§ **Exercise brief**
For the word "Rêves", work out how many lines in the records below contain it and state that count alone.

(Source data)
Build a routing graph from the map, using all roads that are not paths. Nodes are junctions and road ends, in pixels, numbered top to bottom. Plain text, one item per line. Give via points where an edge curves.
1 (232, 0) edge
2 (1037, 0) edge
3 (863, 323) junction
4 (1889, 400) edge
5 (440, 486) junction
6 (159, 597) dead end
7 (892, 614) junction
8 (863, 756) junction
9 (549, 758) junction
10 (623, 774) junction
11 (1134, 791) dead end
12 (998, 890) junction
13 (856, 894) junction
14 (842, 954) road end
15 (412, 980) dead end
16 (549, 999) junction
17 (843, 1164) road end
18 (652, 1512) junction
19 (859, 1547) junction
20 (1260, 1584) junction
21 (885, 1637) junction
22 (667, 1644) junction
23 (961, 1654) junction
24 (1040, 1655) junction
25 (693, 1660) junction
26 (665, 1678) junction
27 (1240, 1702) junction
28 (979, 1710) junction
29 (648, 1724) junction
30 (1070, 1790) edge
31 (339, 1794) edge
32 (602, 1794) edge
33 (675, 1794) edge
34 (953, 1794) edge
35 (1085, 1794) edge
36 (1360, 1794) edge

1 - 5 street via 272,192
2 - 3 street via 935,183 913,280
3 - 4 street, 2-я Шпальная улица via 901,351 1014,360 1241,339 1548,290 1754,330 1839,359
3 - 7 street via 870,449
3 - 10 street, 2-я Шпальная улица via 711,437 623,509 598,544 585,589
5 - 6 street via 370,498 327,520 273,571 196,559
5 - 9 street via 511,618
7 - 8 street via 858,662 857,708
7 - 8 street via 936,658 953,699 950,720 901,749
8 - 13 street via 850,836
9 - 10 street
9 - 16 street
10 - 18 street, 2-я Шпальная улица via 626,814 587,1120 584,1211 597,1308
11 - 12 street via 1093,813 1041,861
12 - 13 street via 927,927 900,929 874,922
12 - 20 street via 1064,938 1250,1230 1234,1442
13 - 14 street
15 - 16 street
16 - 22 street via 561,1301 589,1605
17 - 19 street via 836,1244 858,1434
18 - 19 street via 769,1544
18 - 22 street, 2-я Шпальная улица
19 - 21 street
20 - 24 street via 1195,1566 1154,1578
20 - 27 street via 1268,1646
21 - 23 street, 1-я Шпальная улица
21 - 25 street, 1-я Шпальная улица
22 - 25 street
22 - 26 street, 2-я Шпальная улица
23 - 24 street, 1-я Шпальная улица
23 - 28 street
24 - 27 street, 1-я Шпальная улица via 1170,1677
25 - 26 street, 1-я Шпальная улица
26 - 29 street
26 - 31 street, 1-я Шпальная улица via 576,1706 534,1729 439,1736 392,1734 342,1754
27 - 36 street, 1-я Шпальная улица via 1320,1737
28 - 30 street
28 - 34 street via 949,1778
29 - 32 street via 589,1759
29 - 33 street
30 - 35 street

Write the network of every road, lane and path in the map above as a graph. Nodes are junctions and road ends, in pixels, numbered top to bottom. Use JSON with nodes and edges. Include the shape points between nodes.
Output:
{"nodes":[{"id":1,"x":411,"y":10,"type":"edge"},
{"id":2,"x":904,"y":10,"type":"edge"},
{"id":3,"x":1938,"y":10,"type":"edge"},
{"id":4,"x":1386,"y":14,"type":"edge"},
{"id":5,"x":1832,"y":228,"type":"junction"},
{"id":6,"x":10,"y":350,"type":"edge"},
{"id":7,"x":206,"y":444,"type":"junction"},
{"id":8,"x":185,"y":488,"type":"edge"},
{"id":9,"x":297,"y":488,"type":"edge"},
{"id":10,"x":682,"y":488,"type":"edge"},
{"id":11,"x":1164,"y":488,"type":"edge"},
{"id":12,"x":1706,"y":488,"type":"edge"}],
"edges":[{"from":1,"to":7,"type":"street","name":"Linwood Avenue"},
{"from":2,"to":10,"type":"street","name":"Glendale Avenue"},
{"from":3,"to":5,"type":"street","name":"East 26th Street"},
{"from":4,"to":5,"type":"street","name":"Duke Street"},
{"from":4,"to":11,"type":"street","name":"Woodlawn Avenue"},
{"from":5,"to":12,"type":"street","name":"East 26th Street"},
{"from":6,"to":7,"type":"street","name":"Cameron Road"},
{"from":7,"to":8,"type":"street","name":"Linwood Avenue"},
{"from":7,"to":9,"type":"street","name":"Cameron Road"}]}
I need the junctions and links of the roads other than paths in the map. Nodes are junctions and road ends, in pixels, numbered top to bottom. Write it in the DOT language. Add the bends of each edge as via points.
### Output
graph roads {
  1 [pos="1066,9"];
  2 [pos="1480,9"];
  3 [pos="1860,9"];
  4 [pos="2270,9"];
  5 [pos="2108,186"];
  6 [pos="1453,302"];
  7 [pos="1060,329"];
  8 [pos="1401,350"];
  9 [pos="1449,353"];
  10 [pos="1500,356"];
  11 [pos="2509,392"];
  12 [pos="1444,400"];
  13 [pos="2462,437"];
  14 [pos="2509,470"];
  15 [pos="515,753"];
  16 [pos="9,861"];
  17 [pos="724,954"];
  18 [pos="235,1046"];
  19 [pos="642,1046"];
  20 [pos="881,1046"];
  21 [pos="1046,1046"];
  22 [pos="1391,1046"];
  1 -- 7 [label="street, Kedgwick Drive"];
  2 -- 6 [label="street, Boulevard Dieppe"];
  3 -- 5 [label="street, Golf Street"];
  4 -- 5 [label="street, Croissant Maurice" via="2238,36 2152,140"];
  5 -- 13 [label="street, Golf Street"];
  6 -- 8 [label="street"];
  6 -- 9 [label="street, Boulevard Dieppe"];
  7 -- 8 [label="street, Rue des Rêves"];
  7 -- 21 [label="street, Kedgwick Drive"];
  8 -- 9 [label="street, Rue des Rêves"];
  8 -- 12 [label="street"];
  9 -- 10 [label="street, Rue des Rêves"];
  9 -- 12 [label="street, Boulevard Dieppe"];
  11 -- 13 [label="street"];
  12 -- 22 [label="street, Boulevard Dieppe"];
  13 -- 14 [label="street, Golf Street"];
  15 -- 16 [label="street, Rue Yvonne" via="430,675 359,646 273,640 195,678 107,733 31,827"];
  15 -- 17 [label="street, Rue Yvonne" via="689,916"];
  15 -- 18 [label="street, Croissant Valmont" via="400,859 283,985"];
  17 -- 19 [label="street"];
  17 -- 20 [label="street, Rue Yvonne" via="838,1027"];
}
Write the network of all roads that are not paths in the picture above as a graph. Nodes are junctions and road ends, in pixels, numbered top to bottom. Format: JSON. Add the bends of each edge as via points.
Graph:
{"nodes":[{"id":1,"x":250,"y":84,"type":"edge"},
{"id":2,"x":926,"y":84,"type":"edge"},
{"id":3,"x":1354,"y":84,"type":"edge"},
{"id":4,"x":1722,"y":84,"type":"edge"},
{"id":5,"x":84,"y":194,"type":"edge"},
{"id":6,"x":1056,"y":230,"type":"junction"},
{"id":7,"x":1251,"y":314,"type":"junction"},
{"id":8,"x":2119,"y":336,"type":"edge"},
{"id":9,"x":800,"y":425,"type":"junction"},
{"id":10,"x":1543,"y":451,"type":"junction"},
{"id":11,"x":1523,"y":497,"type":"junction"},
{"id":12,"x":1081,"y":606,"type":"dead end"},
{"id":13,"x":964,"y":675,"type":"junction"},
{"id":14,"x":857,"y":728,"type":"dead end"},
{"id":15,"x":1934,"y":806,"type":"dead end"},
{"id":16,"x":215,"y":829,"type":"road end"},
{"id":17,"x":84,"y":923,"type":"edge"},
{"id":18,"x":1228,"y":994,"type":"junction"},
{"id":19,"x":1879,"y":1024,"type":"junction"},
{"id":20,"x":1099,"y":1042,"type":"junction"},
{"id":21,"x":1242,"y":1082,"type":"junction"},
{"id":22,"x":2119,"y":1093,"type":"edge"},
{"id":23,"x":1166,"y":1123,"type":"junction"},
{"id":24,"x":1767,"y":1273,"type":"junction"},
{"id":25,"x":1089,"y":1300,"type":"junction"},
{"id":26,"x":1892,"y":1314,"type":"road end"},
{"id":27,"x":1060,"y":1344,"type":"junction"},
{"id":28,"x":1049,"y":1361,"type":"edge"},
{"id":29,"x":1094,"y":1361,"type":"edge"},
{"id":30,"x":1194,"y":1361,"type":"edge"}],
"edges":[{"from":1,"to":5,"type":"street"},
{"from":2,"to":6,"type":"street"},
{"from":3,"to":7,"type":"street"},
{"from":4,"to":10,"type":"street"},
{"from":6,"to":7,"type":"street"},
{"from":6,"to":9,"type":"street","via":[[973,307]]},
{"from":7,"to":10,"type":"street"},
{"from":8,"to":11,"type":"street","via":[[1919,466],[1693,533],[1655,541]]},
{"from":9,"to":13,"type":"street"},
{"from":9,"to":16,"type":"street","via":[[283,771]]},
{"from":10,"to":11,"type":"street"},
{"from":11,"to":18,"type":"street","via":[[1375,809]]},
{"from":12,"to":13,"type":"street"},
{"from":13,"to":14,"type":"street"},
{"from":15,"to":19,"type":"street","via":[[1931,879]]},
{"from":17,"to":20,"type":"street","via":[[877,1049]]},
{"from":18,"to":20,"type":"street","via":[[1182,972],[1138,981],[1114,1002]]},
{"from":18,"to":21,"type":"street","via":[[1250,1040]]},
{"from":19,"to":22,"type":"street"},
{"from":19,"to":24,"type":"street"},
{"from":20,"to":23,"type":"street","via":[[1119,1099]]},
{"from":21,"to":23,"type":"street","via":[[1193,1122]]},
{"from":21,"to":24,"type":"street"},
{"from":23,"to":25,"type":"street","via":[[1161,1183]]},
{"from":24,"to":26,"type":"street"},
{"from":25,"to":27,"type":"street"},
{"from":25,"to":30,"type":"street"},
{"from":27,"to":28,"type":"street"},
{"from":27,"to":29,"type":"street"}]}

§ **The completed task**
3